Dataset content
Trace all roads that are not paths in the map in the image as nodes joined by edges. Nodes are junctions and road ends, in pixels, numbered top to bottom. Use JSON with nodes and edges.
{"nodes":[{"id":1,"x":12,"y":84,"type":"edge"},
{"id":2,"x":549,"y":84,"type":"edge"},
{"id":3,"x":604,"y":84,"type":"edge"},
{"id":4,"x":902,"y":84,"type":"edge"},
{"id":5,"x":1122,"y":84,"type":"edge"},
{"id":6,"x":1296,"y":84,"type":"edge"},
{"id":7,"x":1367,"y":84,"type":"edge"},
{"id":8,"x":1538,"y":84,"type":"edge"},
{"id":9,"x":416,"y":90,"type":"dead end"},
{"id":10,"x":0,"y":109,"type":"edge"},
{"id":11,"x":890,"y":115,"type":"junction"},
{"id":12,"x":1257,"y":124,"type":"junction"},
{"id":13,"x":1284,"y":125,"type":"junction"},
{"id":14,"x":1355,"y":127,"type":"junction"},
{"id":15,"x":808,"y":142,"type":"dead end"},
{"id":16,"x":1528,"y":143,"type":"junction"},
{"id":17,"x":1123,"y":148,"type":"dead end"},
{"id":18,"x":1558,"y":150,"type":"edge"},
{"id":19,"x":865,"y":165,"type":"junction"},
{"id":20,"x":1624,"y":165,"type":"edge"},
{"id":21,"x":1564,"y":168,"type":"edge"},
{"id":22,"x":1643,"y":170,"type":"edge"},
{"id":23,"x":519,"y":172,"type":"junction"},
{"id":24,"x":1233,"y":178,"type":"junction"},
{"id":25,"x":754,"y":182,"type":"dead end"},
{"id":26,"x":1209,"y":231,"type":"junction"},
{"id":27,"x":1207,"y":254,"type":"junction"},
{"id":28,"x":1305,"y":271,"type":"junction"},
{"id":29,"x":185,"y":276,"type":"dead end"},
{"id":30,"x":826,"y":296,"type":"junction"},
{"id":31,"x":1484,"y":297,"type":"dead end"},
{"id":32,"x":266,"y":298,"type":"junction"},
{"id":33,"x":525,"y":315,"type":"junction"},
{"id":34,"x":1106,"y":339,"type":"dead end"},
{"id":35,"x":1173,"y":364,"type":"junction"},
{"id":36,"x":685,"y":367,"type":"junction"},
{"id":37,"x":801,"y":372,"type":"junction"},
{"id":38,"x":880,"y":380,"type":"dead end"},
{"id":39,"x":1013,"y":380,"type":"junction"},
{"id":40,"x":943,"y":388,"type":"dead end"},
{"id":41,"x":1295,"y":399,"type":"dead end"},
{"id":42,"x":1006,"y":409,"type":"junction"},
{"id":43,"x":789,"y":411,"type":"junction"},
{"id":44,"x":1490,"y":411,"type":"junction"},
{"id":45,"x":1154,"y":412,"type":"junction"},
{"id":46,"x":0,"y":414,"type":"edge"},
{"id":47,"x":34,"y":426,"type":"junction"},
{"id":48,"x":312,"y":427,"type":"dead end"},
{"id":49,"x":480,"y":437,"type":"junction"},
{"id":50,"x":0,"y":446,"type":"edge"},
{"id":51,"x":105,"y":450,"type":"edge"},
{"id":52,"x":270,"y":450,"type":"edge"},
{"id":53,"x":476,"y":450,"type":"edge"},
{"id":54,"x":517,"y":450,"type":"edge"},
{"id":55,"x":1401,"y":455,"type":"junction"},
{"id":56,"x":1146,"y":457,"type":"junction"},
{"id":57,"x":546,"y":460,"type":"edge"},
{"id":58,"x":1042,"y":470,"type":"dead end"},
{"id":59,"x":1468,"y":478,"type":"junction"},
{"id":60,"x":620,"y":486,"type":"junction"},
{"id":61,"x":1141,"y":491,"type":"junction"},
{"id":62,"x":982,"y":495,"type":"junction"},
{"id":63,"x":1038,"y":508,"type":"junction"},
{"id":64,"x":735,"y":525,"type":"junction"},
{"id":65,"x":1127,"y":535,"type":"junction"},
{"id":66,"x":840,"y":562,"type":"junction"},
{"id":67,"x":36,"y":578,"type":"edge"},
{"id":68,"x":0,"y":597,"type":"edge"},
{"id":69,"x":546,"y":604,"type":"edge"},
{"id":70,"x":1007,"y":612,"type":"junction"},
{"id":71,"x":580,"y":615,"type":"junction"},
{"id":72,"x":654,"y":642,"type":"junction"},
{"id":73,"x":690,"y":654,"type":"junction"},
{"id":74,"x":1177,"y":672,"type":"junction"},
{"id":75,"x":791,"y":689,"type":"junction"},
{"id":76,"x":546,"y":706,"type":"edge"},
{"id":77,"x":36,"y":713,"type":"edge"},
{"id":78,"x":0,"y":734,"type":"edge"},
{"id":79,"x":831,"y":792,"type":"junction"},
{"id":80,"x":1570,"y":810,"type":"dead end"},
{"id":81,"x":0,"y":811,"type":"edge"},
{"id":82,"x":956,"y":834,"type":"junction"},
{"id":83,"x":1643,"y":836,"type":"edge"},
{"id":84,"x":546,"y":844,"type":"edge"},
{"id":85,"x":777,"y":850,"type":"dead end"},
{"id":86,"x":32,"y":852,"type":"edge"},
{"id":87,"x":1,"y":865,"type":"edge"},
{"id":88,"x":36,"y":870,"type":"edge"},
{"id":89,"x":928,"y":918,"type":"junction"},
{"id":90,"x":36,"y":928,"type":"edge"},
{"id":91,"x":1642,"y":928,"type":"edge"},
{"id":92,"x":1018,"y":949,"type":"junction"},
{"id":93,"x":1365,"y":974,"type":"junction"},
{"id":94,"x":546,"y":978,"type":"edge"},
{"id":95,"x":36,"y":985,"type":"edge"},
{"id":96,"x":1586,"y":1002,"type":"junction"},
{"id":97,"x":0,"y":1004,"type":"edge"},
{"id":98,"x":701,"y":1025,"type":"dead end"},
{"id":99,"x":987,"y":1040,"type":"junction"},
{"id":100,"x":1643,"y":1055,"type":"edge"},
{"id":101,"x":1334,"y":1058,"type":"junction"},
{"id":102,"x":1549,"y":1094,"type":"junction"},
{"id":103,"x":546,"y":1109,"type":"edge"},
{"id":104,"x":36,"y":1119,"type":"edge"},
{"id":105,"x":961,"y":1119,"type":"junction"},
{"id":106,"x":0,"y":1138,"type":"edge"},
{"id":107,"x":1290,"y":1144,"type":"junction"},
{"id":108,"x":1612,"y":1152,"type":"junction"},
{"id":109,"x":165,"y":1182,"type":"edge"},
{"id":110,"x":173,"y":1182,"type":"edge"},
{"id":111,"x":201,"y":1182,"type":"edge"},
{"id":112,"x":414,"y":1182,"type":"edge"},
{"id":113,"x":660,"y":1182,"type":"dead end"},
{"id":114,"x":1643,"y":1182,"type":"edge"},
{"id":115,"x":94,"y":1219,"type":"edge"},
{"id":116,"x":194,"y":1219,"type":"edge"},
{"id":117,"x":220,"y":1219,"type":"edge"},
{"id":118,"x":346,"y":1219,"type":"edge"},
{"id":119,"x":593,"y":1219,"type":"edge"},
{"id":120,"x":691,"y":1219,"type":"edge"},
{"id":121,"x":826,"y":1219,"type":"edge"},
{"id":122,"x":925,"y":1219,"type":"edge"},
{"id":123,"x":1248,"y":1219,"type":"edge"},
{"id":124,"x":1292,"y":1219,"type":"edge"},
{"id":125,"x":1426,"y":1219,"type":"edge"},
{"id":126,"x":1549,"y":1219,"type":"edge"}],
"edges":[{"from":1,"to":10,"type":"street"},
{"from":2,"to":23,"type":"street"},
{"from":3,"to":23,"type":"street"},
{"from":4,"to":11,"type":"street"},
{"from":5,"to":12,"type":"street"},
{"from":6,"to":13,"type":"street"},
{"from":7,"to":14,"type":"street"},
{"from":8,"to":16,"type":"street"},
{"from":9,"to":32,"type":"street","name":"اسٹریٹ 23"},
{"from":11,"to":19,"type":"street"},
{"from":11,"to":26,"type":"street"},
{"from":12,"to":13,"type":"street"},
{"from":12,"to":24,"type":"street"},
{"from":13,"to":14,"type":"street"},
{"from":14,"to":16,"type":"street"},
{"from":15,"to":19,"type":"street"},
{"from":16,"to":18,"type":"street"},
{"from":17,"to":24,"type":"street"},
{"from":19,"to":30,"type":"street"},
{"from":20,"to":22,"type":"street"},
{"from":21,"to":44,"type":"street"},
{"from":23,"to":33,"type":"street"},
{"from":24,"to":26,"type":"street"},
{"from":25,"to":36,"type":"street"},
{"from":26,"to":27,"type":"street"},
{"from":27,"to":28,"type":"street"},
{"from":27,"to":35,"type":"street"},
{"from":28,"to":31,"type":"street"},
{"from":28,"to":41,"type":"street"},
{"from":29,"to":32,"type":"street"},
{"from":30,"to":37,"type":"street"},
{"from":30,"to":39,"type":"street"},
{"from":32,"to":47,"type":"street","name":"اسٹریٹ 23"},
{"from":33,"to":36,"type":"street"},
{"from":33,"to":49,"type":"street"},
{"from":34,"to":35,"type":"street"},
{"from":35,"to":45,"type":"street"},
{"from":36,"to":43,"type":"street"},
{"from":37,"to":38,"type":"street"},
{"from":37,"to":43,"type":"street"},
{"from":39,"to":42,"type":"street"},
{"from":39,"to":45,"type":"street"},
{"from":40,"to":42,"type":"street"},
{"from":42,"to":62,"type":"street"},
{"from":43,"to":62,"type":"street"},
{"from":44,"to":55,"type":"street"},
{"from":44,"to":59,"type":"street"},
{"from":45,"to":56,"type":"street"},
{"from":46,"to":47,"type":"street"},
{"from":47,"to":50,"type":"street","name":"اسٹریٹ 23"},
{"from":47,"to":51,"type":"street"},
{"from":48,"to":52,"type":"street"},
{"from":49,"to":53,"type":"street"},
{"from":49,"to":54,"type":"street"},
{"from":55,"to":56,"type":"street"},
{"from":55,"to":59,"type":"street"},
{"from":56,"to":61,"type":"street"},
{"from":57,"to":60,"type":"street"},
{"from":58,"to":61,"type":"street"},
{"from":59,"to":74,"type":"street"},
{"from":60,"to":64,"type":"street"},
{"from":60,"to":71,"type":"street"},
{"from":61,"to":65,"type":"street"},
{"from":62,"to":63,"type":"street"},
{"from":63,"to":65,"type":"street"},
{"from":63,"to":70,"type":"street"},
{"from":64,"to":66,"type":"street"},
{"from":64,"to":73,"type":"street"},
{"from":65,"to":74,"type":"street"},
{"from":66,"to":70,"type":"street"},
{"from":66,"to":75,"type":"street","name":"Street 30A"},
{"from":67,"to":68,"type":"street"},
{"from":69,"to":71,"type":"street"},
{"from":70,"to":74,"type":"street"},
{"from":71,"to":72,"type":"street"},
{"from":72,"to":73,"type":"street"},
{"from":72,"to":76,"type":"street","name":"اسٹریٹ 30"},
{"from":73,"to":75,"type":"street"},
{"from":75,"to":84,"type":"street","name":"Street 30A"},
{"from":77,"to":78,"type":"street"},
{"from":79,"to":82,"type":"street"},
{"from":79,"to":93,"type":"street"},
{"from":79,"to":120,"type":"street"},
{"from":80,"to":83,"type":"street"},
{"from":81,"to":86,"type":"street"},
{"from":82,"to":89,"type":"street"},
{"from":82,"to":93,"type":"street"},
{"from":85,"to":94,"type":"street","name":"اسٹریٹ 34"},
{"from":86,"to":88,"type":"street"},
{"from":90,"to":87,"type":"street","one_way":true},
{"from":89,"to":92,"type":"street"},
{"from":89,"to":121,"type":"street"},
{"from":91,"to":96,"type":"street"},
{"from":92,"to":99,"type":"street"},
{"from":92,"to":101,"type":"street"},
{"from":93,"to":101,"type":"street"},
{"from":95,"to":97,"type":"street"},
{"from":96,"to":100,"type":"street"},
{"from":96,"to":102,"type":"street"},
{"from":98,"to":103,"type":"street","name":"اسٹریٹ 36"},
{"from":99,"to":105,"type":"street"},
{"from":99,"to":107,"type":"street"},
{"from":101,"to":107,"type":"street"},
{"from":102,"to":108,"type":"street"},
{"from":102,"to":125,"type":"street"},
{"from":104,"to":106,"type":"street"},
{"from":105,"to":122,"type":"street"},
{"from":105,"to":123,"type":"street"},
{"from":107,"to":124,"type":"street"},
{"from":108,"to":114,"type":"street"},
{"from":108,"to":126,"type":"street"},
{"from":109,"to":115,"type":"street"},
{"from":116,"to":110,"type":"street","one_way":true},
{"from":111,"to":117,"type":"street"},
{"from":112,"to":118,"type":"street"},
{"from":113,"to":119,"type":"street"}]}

Exercise aim
Where a line of the entries above holds the word "name", return that line.

Exercise answer
{"from":9,"to":32,"type":"street","name":"اسٹریٹ 23"},
{"from":32,"to":47,"type":"street","name":"اسٹریٹ 23"},
{"from":47,"to":50,"type":"street","name":"اسٹریٹ 23"},
{"from":66,"to":75,"type":"street","name":"Street 30A"},
{"from":72,"to":76,"type":"street","name":"اسٹریٹ 30"},
{"from":75,"to":84,"type":"street","name":"Street 30A"},
{"from":85,"to":94,"type":"street","name":"اسٹریٹ 34"},
{"from":98,"to":103,"type":"street","name":"اسٹریٹ 36"},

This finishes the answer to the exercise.